Paolo Barelli Confirmed As President Of Italian Swimming Federation

Elwanda Tulloch

Paolo Barelli has been confirmed as president of the Italian Swimming Federation for a sixth term until 2024 after winning more than 70% of the vote at the XVII ordinary elective assembly in Rome. The assembly was held at the Olympic Stadium in the Italian capital where Barelli garnered 71.54% […]

Paolo Barelli has been confirmed as president of the Italian Swimming Federation for a sixth term until 2024 after winning more than 70% of the vote at the XVII ordinary elective assembly in Rome.

The assembly was held at the Olympic Stadium in the Italian capital where Barelli garnered 71.54% of the votes while 30% of the federal council was renewed with Annarita Blosi, Amelia Mascioli and Luca Piscopo the new appointees.

Barelli was born in Rome on 7 June 1954 and is a two-time Olympian, competing at Munich 1972 and Montreal 1976 and won bronze with the Italian men’s 4×200 free at the World Championships in Cali in 1975.

He has been president of the Italian Swimming Federation since October 2000 and was vice-president of the technical commission at European governing body LEN from 1990 to 2000, FINA honorary secretary from 2013 to 2017 where he is still vice-president and in September 2012 was elected president of LEN.

paolo-barelli-len

Photo Courtesy: LEN

In an address to the assembly, Barelli said:

“We are going through a particular period which I would summarise in two ways. The pandemic and the reform of sport.

“This last theme has been swimming or flying around us for months and we don’t know where it will land or settle.

“We are in hot water, we often say it, we have more difficulty than other sports to support the activity.

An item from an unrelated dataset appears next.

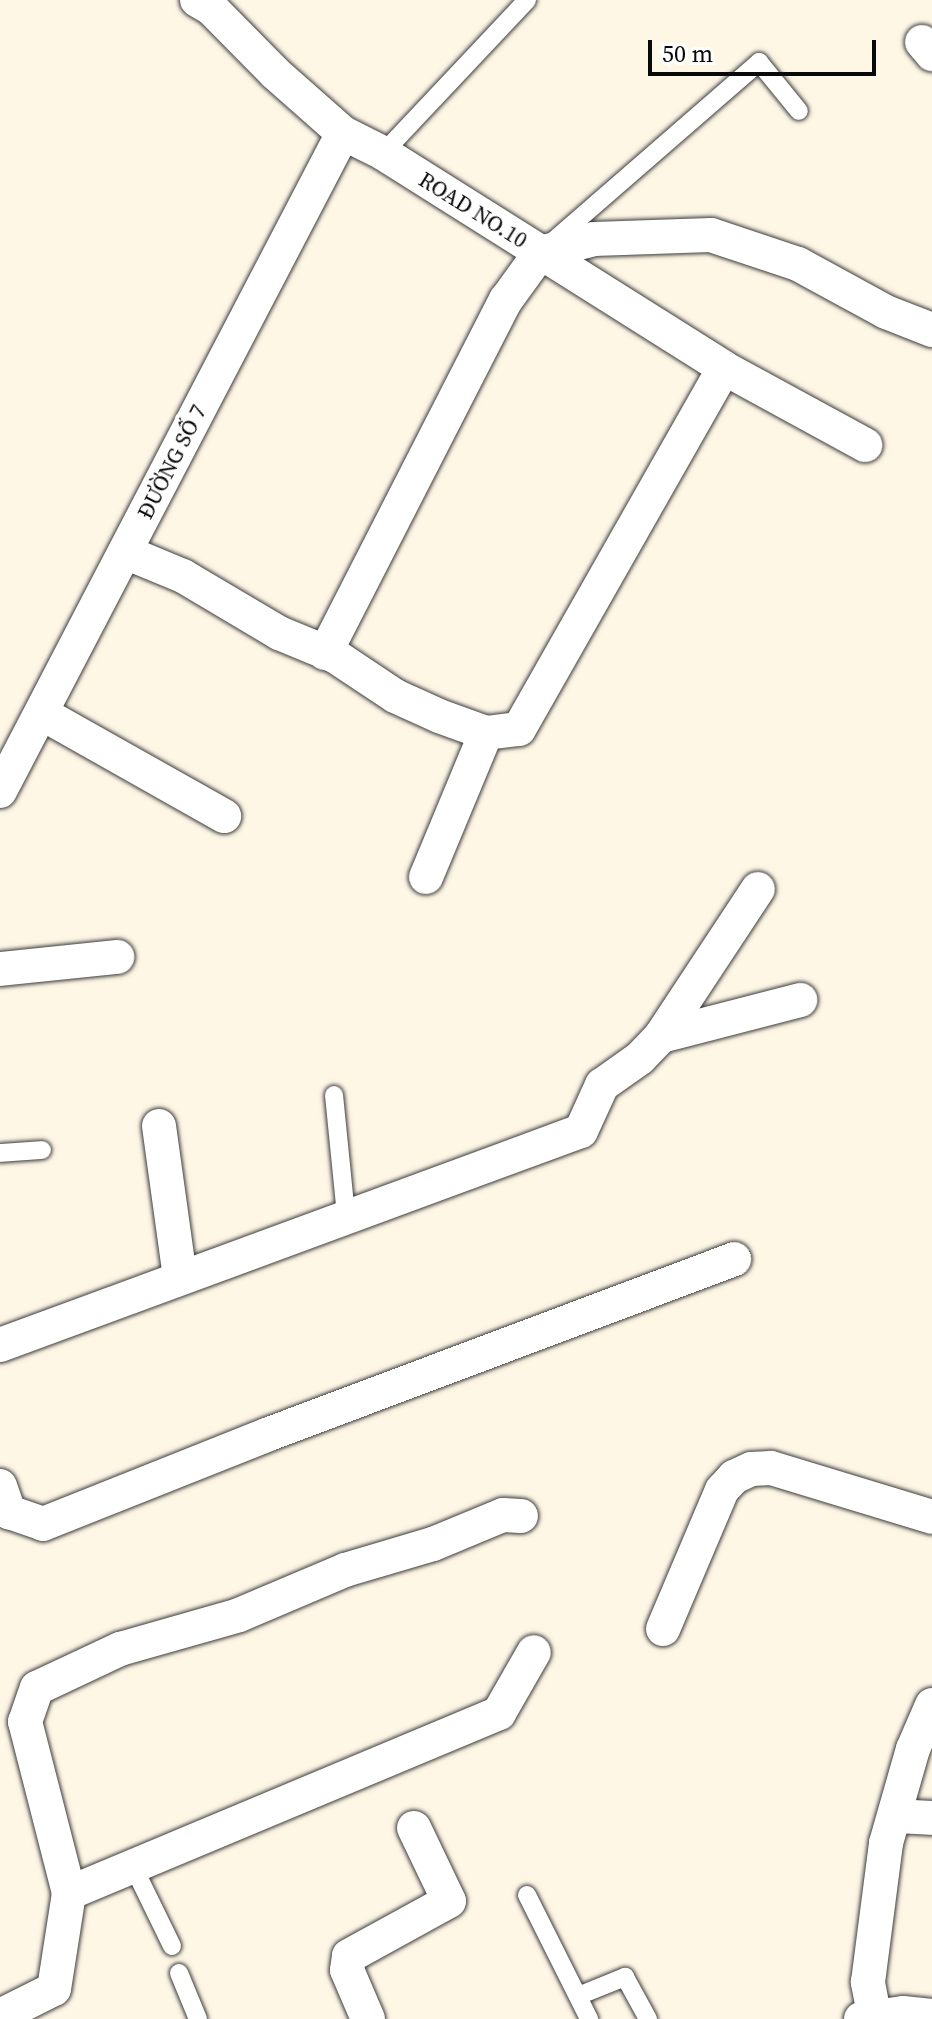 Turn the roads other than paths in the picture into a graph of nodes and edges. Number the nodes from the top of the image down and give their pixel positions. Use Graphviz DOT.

“We held out until the end, we were forced to stop, we reopened. We try to move forward, not without difficulty.

“Today sport in Italy rests exclusively on the work of the clubs and their presidents. It is not just a matter of preparing the champion for competitions, in this we federation can try, but it is a question of being able to keep the clubs alive and allow them to let all citizens practice sport.

“If companies do not have the opportunity to engage the so-called post-pandemic, sport in Italy will stop. In this regard we are trying to do our best.

“We have invested about 5 million euros in the resumption of activity; we have promoted and organised colleges for all our teams and tournaments and events for all our disciplines.

“Now there is a need to support companies, sports associations and promotional bodies with concrete laws and reforms, first and foremost plant engineering and sports promotion, and for this we need the intervention of our Government.”

He closed by saying:

“I invite you to this last reflection and I wish all of us that what we are about to face can truly be a four-year period capable of opening a new course. Four years of new results, not only competitive, but also and above all social.”